(Beginning of Material to process)
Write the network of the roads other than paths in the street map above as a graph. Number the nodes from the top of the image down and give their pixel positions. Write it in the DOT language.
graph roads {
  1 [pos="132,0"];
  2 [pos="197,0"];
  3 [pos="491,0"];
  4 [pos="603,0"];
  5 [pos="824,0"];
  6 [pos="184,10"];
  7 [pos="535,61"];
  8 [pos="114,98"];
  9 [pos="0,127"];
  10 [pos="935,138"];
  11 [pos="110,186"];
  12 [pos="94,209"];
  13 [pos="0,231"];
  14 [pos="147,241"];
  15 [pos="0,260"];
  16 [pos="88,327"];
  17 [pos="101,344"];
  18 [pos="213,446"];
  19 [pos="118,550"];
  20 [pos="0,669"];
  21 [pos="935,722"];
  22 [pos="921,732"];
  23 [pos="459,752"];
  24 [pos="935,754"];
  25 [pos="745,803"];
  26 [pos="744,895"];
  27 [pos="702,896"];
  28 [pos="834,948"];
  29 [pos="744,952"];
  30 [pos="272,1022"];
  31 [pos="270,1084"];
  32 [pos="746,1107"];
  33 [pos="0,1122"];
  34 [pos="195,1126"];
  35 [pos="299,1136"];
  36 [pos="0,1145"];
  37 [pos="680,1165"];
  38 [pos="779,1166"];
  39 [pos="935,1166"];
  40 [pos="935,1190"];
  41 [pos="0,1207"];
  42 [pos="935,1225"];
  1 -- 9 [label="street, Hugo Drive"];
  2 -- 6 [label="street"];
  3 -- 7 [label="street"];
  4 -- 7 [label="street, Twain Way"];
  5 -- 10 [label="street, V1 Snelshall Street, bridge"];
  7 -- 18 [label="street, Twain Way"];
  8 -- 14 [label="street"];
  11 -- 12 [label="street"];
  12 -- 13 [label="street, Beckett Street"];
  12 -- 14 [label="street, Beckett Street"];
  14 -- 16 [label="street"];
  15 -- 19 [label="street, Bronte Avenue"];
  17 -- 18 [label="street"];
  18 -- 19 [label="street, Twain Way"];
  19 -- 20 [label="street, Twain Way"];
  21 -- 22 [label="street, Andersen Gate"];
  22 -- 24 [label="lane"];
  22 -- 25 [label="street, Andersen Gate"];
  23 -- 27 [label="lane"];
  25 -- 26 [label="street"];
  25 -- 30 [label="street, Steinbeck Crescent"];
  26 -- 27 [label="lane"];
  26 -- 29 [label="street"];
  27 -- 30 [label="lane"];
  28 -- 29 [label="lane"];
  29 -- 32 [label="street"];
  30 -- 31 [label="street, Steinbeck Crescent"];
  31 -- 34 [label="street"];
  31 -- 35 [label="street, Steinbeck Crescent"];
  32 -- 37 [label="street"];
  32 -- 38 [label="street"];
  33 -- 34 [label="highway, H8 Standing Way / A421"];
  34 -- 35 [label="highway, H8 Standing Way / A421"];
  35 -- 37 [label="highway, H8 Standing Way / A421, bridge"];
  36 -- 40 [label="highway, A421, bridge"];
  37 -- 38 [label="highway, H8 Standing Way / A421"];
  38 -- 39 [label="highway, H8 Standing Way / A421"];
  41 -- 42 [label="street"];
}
(End of Material to process)
> Task statement
In the listing above, find every line with the word "lane" and copy it.

> Reply to the task
  22 -- 24 [label="lane"];
  23 -- 27 [label="lane"];
  26 -- 27 [label="lane"];
  27 -- 30 [label="lane"];
  28 -- 29 [label="lane"];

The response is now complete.